ハ、ハハ……日間ランキング10位、だってさ。

評価してくださった人は18人になってる。

ブックマークは、え? 175人?


……フ、フフフ。




――フハハハハハハ!!



我はとうとう十星書(※)に名を連ねたぞ!! 


※なんか幹部のそれっぽい別名。上位10人だけがそう呼ばれる的なもの。深い意味はない。
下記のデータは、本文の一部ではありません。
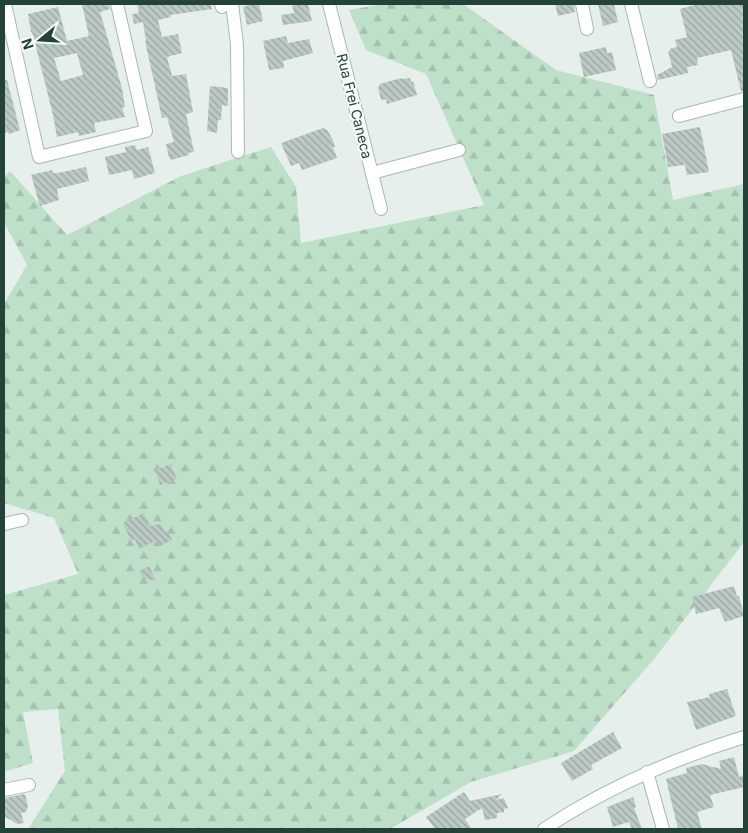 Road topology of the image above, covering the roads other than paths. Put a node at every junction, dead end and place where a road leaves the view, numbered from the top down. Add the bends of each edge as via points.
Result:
1 (4, 4) edge
2 (117, 4) edge
3 (329, 4) edge
4 (582, 4) edge
5 (631, 4) edge
6 (225, 5) edge
7 (587, 29) dead end
8 (650, 81) dead end
9 (744, 99) edge
10 (679, 116) dead end
11 (458, 150) dead end
12 (238, 152) dead end
13 (372, 173) junction
14 (380, 209) dead end
15 (22, 520) dead end
16 (4, 524) edge
17 (744, 737) edge
18 (647, 772) junction
19 (28, 785) dead end
20 (4, 790) edge
21 (544, 829) edge
22 (663, 829) edge

1 - 2 street via 39,157 146,131
3 - 13 street, Rua Frei Caneca
4 - 7 street
5 - 8 street
6 - 12 street via 236,44
9 - 10 street
11 - 13 street
13 - 14 street, Rua Frei Caneca
15 - 16 street
17 - 18 street
18 - 21 street
18 - 22 street
19 - 20 street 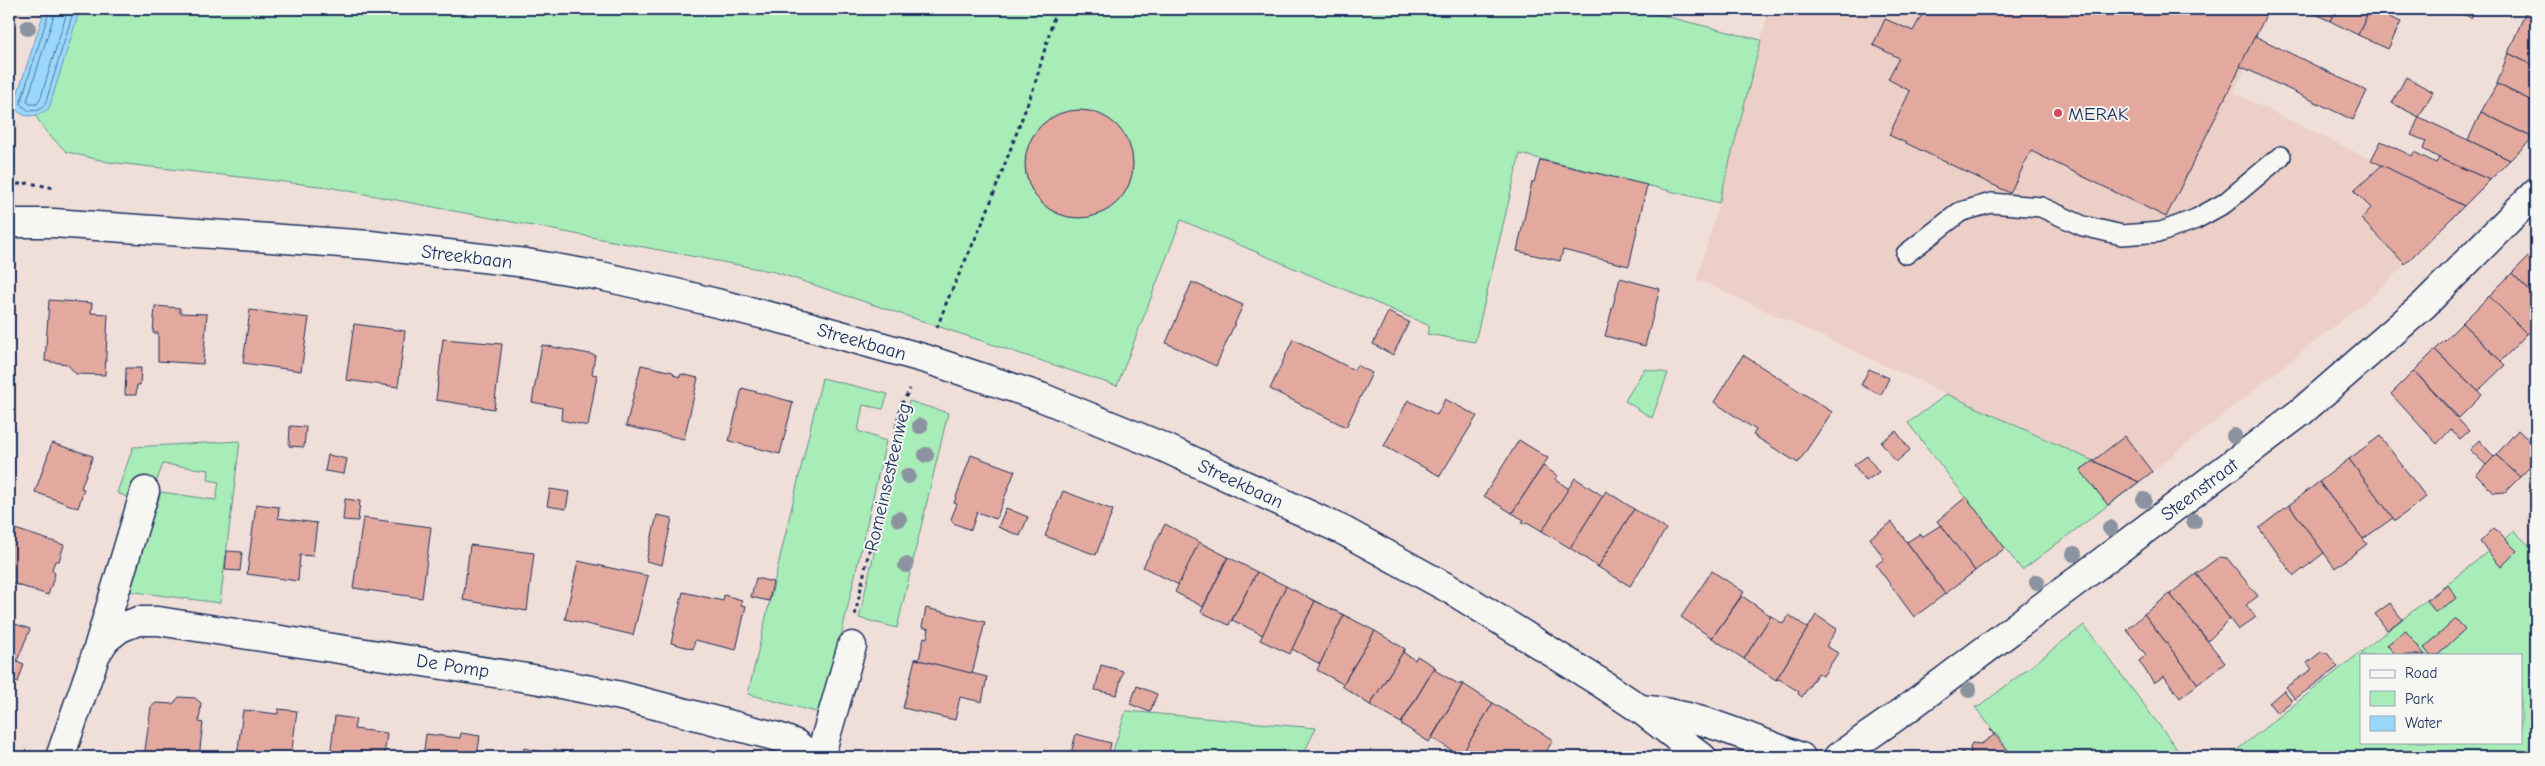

クククッ、これでなろうのローファンタジーは支配したも同然!!

この我が、全てを手中に収めるときが来たのだぁぁぁぁ!!

主人公的作品「お前の好きにはさせない!! このなろうのローファンタジーの世界は俺が守る!!」


歩谷健介「な!? き、貴様!? 何だその技は!?」


主人公的作品「皆の評価とブックマークが、お前を倒す力をくれる!! 必殺『日間ランキング50人抜き』!!」


歩谷健介「ぐぁぁぁぁぁぁぁ!!」



残り9人の十星書A「歩谷健介がやられたようだぞ」

残り9人の十星書B「ふん、だが奴は十星書の中でも最弱」

残り9人の十星書C「十星書の面汚しよ」



こうして調子に乗った作者は退治されたのでした。



――こんな展開になるに決まってる!!


でも今までブックマークしてくださった方、評価をわざわざしてくださった方。

そしてご愛読くださった読者の皆さん!!

本当にありがとうございます!!


作者という悪は消え去りますが、本当の悪がこの世からなくなることはありません。

ですので、さらなる皆さんのご声援、ご評価、ブックマークをよろしくお願いします!!



……すいません、意味わかりませんね。

ではお話をどうぞ、お楽しみください。 


 あの後、念のため外に出てみたが、やはりあの廃れた神社の境内に出た。

 織部と出会った後、俺が一番初めに来た場所(ダンジョン)


 

 流石にこれからまた電車へ乗って街へ戻るというのも、しんどいだろうということで。



「――はぁぁぁ……疲れたな」


「お疲れ様です、ご主人様はお休みください」


 家に戻ってきて早々。


 ドサッと体重を全て預けるようにしてソファに体を投げた。

 ラティアはそんな俺を見て、率先してコップに水を入れて持ってきてくれる。


「ああ、ありがとう――悪いな、こんなことになって」


 折角服などを買いに行こうと街に出かけたのに。

 ただ散策して帰ってきただけになってしまった。



「いえ!! あんな大きな街を歩けたのも初めてで凄く楽しかったです!! それに――」



 ラティアは少し頬を赤く染める。

 そして自分の気持ちを確かめるように、一つ一つ、言葉を紡いでいく。



「初めて……この、芽生えた、気持ち……」 



 顔を上げる。

 ラティアは照れながら、はにかんで見せた。



「――ご主人様に、いつかお伝えできる日が、くれば、嬉しいです」



 俺は、その言葉に、何も言えなかった。

 ただ、そのあまりにも可愛らしい表情に見惚れながらも。















 ――え、それって俺があまりに使えないってこと!?












 いや、ラティアは優しい子だ!

 そこまで直接的な言葉で思っているわけじゃないかもしれない。 




“今回の戦い、私が殆ど片付けたのに、真っ先にソファにダイブして……このお方は色々とダメかもしれない――お可愛いこと……”



 ――みたいに思ってるんじゃないだろうか!?




“あれ、何だろうこの気持ち……こんな胸の奥から沸き立つようにして生まれる――そうか、これが他者への諦めという気持ちなんですね!”



 ――うわぁぁぁぁ!! 使えない主人でゴメンよ!!

 

 

“でも、直接言うのは流石に憚られます……「いつか、ご主人様にこの気持ちをお伝えできる日が来れば……嬉しいです!」――うん、これなら”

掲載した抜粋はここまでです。